Но ее нога на нее не ступала.

 

 

2.

- Катя! Катя, вылезай ты уже из ванной, я завтрак приготовила, в школу опоздаешь! - С небольшими паузами прокричала Вера так, чтобы дочь услышала ее из кухни. Кричать для Веры было трудной задачей - голос у нее всегда был тихий, будто связки ее - расстроенное фортепиано, у которого работает лишь педаль, продвигающая все молоточки к струнам, тем самым уменьшая силу удара.

Голос у нее был словно легкое дуновение ветра в знойный летний день: чистый и мягкий. Особенно красив был ее шепот.

Дочь не отозвалась, но вошла в кухню скоро: нарочно шаркая тапками, прекрасно зная, как этот звук раздражал чуткий слух ее матери.

- Катя, - укоризненно выдохнула Вера, снимая сковороду с плиты и ставя ее на деревянную подставку на столе.

- Ма, - ответила ей дочь, садясь на стул. Увидев перед собой сковороду с едой, она изогнула бровь. - Это чё?

Вера подошла и раскрыла шторы, впуская утренний свет в комнату.

- Это твой завтрак.

- Нет, - резко ответила девочка, - это что?

- Перестань, - устало выдохнула Вера, садясь справа от Кати. - Это яичница.

- Я вижу. Ма, она жарилась в литре масла, да еще и с солью, наверняка, - отрывисто отчеканила девушка, отодвигая сковороду, обжигаясь, но не показывая реакцию: обиделась же.

Вера закатила глаза.

- Катя, ну какая тебе диета, ну что это такое, я же старалась, я же...

- Как будто ты не знаешь! - Она всплеснула руками.

- Я прошу, давай хотя бы это утро проведем спокойно, - она подняла на нее мутно-зеленые глаза, приготовившись пить чай.

Катя угрюмо ковырялась вилкой в яичнице, будто нарочно хотела ее испортить пищу, но не столь в отместку, - невинной по сути, - матери, сколь ради собственного морального удовольствия. Тем не менее, рот ее уже переполнялся слюной, а глаза жадно разглядывали жидкие желтки и блестящие белки.

- Вон, я же перец специально добавила болгарский, овощи, разве не диета? - Мать отпила чай, не сводя глаз с дочери.

Она промолчала.

- Хотя бы чай попей.

- Чай буду, - ответила она резко.

Вера покачала головой.

После некоторого времени, когда Катя уже допила чай и кинула последний унылый взгляд на уже остывшую яичницу с затвердевшими желтками, она спросила:

- Ты сегодня как долго на работе будешь?

Вера пожала плечами.

- Не знаю. А что такое?

Катя не смотрела на нее.

- Да так... Я же ключи беру?

- А ты не пойдешь к репетитору сегодня? - Удивилась женщина.

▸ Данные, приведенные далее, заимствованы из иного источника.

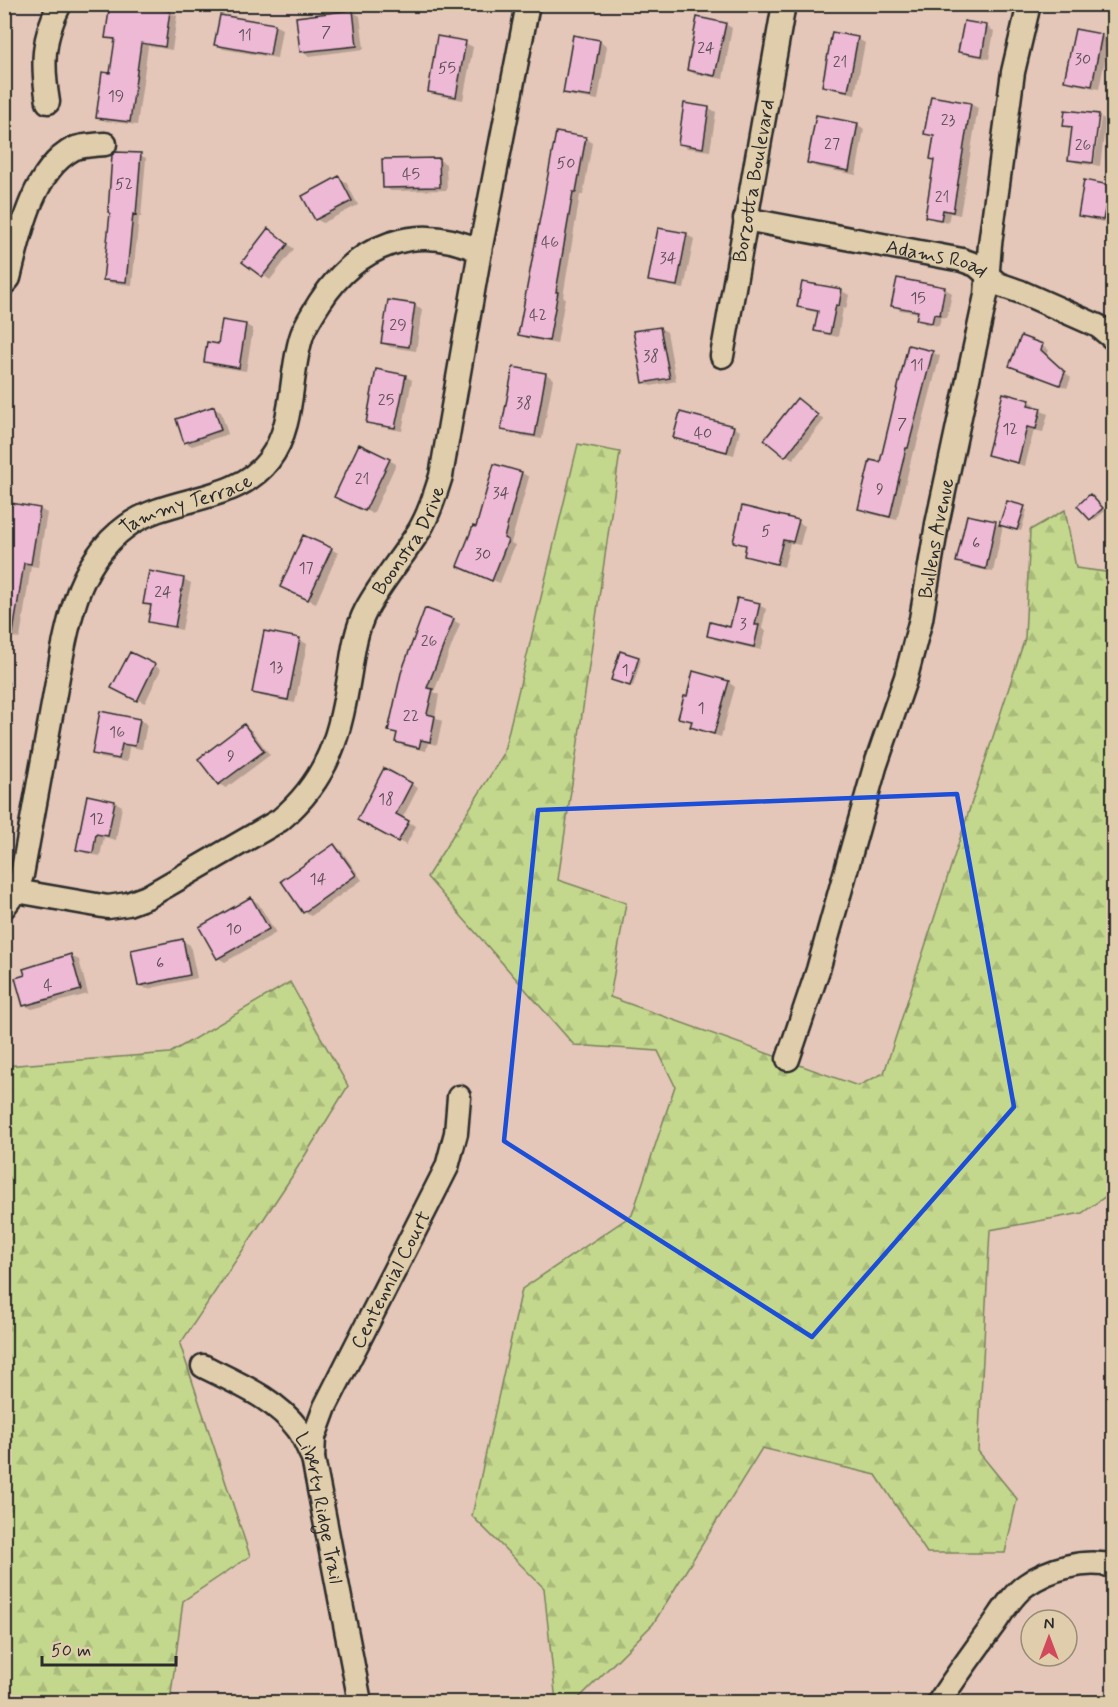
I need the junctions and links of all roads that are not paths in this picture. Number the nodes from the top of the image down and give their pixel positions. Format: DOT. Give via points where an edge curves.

- Сегодня Геннадий Сергеевич не может, он просил передать, - заведя руку за спину, девчонка скрестила пальцами.

Вера хмыкнула, опустив глаза в стакан: зеленого чая осталось пару глотков.

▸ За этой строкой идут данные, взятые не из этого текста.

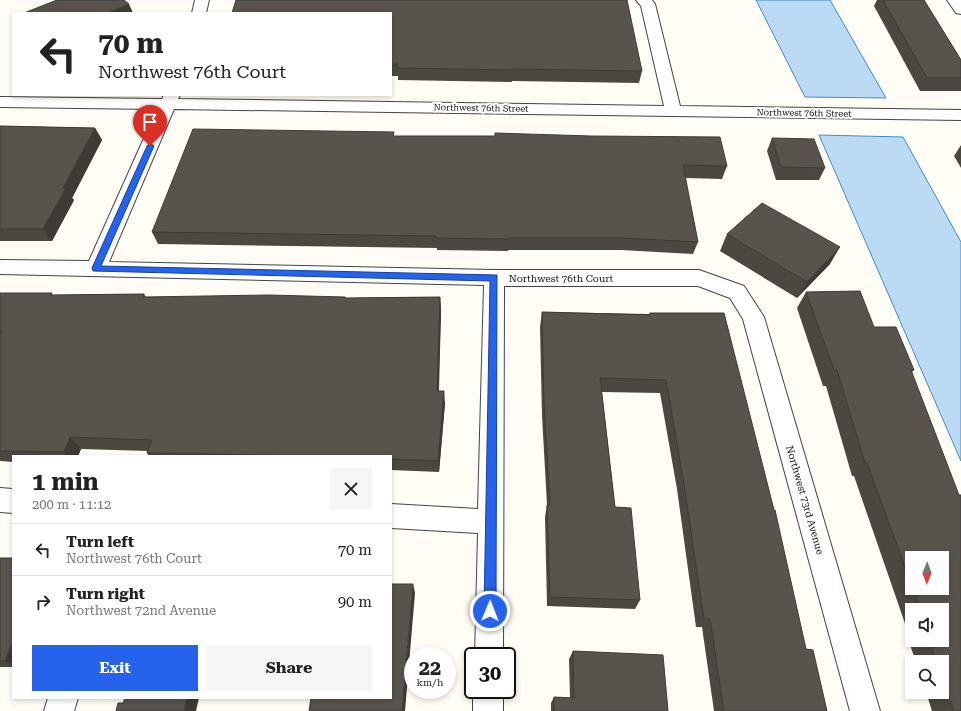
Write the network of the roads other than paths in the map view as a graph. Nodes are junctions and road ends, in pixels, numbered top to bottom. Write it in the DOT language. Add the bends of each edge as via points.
graph roads {
  1 [pos="202,0"];
  2 [pos="643,0"];
  3 [pos="954,0"];
  4 [pos="961,10"];
  5 [pos="199,12"];
  6 [pos="170,100"];
  7 [pos="0,102"];
  8 [pos="673,110"];
  9 [pos="961,115"];
  10 [pos="0,267"];
  11 [pos="96,268"];
  12 [pos="494,278"];
  13 [pos="736,292"];
  14 [pos="0,500"];
  15 [pos="12,501"];
  16 [pos="392,516"];
  17 [pos="491,522"];
  18 [pos="489,647"];
  19 [pos="63,699"];
  20 [pos="488,699"];
  21 [pos="58,711"];
  22 [pos="488,711"];
  23 [pos="865,711"];
  1 -- 5 [label="street"];
  2 -- 8 [label="street" via="648,4"];
  3 -- 4 [label="street"];
  6 -- 7 [label="street, Northwest 76th Street"];
  6 -- 8 [label="street, Northwest 76th Street"];
  6 -- 11 [label="street"];
  8 -- 9 [label="street, Northwest 76th Street"];
  10 -- 11 [label="street, Northwest 76th Court"];
  11 -- 12 [label="street, Northwest 76th Court"];
  12 -- 13 [label="street, Northwest 76th Court" via="699,278"];
  12 -- 17 [label="street"];
  13 -- 23 [label="street, Northwest 73rd Avenue" via="753,317"];
  14 -- 15 [label="street"];
  16 -- 17 [label="street"];
  17 -- 18 [label="street"];
  19 -- 21 [label="street"];
  20 -- 22 [label="street"];
}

Геннадий Сергеевич, мужчина лет пятидесяти, был хорошим знакомым Веры: он преподавал русский язык в университете и писал научную работу, которая помогла бы ему стать заведующим кафедрой. Он был человеком практичным и пунктуальным, вряд ли бы он отменил занятие без веской причины.

Но расспрашивать дочь Вера не стала, она понимала, что это может привести к очередной ссоре и решила догадываться самой, на работе.

Вера обычно не требовала объяснений, не докапывалась до сути и сама не была прямолинейной. Не в ее характере было уличать кого-то во лжи, если только эта ложь никак не вредила ей самой.

Да и в последнее время поведение Кати было достаточно странным, чтобы заподозрить что-то неладное. Вера не догадывалась, что та частенько привирает - это было понятно само по себе.